A marketer’s view from Hong Kong: What happens when political idealism meets commercial pragmatism?

Andrew Harrison learnt his trade as marketing director in Europe and the US for P&G, Coca-Cola and Nestle, before a decade in the UK as CEO for both client and media businesses at Muller Dairy and RadioCentre respectively. He was marketer of the year and chairman of MGGB back then when the marketing world was western and analogue. Now, he's based in Hong Kong, working across Asia for WPP's strategy and identity business, Brand Union, and helping discover the stories and insights that put Asia at the leading edge of marketing practice today.

Two campaigns for greater political freedom of political expression have dominated the news in the last month.

In the UK, the Scottish Referendum reached its climax with the decisive enough “No” vote from 55 per cent of the electorate against separation from the rest of the UK, while in Hong Kong, we’ve seen a week of ever-growing (but always peaceful) demonstrations for universal suffrage in this Special Administrative Region (SAR) of China.

For British readers, the Hong Kong campaign may need a short explanation:

In 2017, Hong Kongers will elect their next city mayor (rather charmingly called CEO in this business-led city). For the first time, this will be by universal suffrage or one man-one vote. So far, so good – you might think.

Indeed, until now, the CEO role has been a Beijing-led communist party appointment. Yet there’s a catch. While Hong Kongers will be able to vote, candidates will be pre-screened and vetted by Beijing before being accepted as eligible to run.

Perhaps unsurprisingly, this caveat has split Hong Kong into pro-Beijing pragmatists for whom limited democracy is better than none and pro-Hong Kong nationalists for whom fake democracy is no different from authoritarian rule.

Yet, the nuances suggest Hong Kong and Scotland’s situations are more similar than we might think, especially when looked at through the prism of those of us who hold both a British Passport and Hong Kong ID.

Both Scotland and Hong Kong are small countries (although neither are sovereign states) supported by more populous and economically powerful neighbours who set their political and financial framework. Both have been campaigning for a greater say in their own affairs.

The parallels are uncanny: both countries could make a viable case for economic self-sustainability (Scotland from oil and gas; Hong Kong from financial services), while most informed commentators would observe that both face a far more certain (and likely more prosperous) economic future as an indelible part of either Great Britain or Greater China respectively. Both areas have considerable devolved powers – in practice enough to satisfy majorities in both countries that the status quo is preferable to independence – and yet both hanker after greater autonomy.

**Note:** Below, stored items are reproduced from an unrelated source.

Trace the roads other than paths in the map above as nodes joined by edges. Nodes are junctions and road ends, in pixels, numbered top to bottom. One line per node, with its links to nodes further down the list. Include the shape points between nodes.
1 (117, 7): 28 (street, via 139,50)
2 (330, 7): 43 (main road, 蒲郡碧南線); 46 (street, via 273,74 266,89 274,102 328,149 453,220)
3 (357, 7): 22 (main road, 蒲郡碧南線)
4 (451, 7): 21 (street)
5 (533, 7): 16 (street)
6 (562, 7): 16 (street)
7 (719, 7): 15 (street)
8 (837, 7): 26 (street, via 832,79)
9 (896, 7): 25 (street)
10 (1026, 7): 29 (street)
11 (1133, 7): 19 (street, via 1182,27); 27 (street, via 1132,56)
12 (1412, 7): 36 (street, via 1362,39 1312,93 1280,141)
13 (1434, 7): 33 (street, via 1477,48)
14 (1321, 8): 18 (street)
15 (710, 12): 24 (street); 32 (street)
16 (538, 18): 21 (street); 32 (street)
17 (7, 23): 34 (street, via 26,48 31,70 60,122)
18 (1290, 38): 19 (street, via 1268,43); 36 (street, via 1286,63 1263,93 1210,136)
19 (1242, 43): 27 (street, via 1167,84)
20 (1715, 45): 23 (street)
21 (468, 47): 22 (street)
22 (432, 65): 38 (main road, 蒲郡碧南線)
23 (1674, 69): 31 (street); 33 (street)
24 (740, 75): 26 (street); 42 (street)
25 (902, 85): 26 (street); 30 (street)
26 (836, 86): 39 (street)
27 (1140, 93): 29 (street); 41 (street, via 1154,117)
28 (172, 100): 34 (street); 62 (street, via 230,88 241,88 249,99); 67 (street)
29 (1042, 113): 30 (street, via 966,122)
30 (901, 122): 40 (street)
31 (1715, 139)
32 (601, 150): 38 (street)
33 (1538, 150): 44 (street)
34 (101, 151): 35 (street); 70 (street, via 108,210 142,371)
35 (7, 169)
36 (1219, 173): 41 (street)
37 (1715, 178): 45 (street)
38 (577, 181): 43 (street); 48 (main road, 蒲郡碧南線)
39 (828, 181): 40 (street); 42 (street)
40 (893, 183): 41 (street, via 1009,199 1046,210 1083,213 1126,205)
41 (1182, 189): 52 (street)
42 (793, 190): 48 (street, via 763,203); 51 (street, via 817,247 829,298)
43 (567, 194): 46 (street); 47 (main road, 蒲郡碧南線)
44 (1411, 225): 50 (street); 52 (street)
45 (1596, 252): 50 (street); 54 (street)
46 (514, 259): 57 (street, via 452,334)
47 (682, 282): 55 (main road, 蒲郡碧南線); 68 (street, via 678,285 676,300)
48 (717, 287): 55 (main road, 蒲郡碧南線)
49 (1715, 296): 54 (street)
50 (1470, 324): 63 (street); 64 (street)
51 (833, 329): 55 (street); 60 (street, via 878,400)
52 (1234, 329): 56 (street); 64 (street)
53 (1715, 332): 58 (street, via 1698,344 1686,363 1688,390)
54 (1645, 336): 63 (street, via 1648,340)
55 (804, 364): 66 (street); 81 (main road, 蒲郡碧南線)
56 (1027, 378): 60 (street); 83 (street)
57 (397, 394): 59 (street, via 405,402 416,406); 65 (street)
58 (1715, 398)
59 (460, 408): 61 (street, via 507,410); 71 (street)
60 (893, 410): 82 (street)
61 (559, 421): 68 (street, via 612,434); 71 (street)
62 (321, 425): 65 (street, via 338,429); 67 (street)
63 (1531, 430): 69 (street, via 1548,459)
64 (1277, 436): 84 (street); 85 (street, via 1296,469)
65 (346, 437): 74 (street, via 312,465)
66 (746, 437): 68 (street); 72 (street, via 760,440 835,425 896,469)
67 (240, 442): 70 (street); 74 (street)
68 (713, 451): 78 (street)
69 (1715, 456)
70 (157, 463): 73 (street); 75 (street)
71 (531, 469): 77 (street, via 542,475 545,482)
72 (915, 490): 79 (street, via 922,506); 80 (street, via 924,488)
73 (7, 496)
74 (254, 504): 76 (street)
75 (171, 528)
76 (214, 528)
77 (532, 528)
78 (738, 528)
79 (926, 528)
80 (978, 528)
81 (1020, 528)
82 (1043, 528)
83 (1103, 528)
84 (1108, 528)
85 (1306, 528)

For both, the reason for current dissatisfaction is at heart the same: unease (at best) through to rejection (at worst) of a political and economic framework that is led from the capital city of their bigger neighbour. In practice, inside both democratic UK and centralist China, both these small, fiercely proud countries challenge intervention and leadership from London or Beijing.

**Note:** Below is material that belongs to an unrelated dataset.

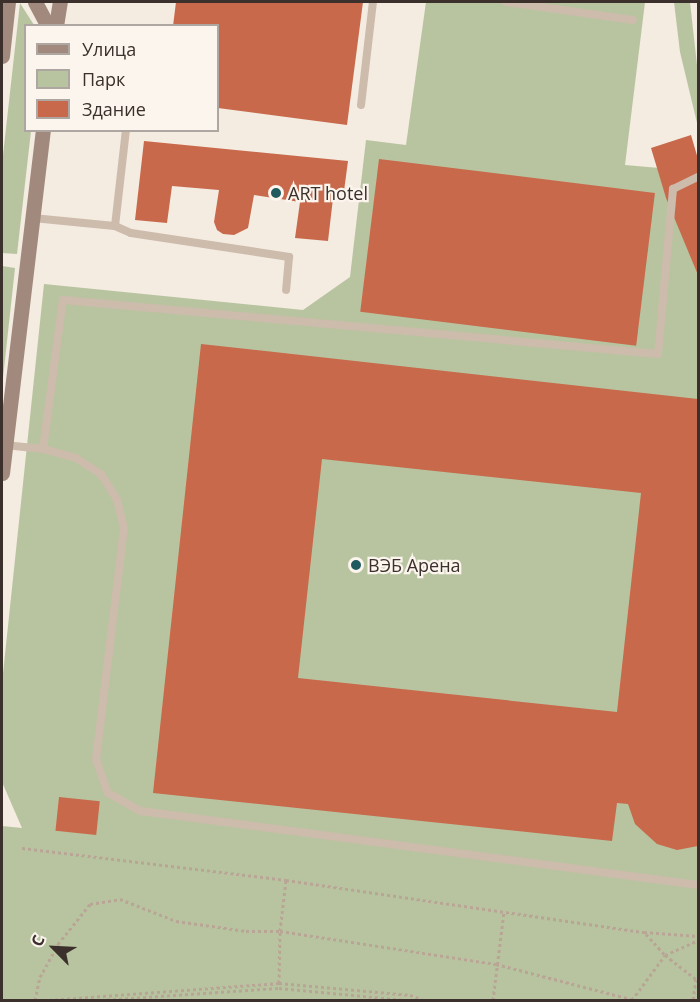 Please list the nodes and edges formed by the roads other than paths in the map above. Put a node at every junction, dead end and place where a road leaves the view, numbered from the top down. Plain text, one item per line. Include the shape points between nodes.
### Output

It’s tempting to think that’s where the parallels end and that the resolution of the unrest in Scotland (via a huge populist referendum with 90 per cent turnout) is somewhat more ideal than the risk of tear gas and pepper spray on the streets of Hong Kong. And of course it is… except for one nagging reality.

Voters in Scotland reject a “democratic” electoral system where winner takes all (often on less than 50 per cent of the vote) and where candidates for London-based political parties are pre-selected based on patronage and party loyalty to fight local parliamentary elections in Scotland. Campaigners in Hong Kong reject an “undemocratic” electoral system where winner takes all and where Beijing-backed candidates for the HK CEO role are pre-selected based on patronage and party loyalty. Sounds familiar?

So, the true difference is not necessarily in the mechanics of the electoral system itself – only in the response of the ruling government. In the West, we value diversity and tolerate opposition – especially within the context of freedom of political expression; in China, on the other hand, the value is on “love of the country” over individual expression. Not necessarily black and white, neither necessarily right nor wrong. But certainly different.

Intriguingly, this difference in approach between tolerance and conformity lies at the heart of China’s economic expansion – of which Hong Kong, ironically, is arguably the greatest beneficiary. The breakneck expansion of the Chinese economy in the last 20 years has been facilitated by an uncompromising state-led approach – five year plans, infrastructure build, capacity growth, currency liberalisation and so on – all of which are made possible by a state-led approach.

By contrast, infrastructure investment in UK – think fracking, HS2 or a third London airport – is mired in inquiries and submissions from self-serving lobby groups.

For Hong Kong, the choice will be where the balance falls between political idealism and commercial pragmatism. Despite the cheerleading from the West, it seems clear to me that Hong Kongers will accept limited democracy as the price to pay for economic growth.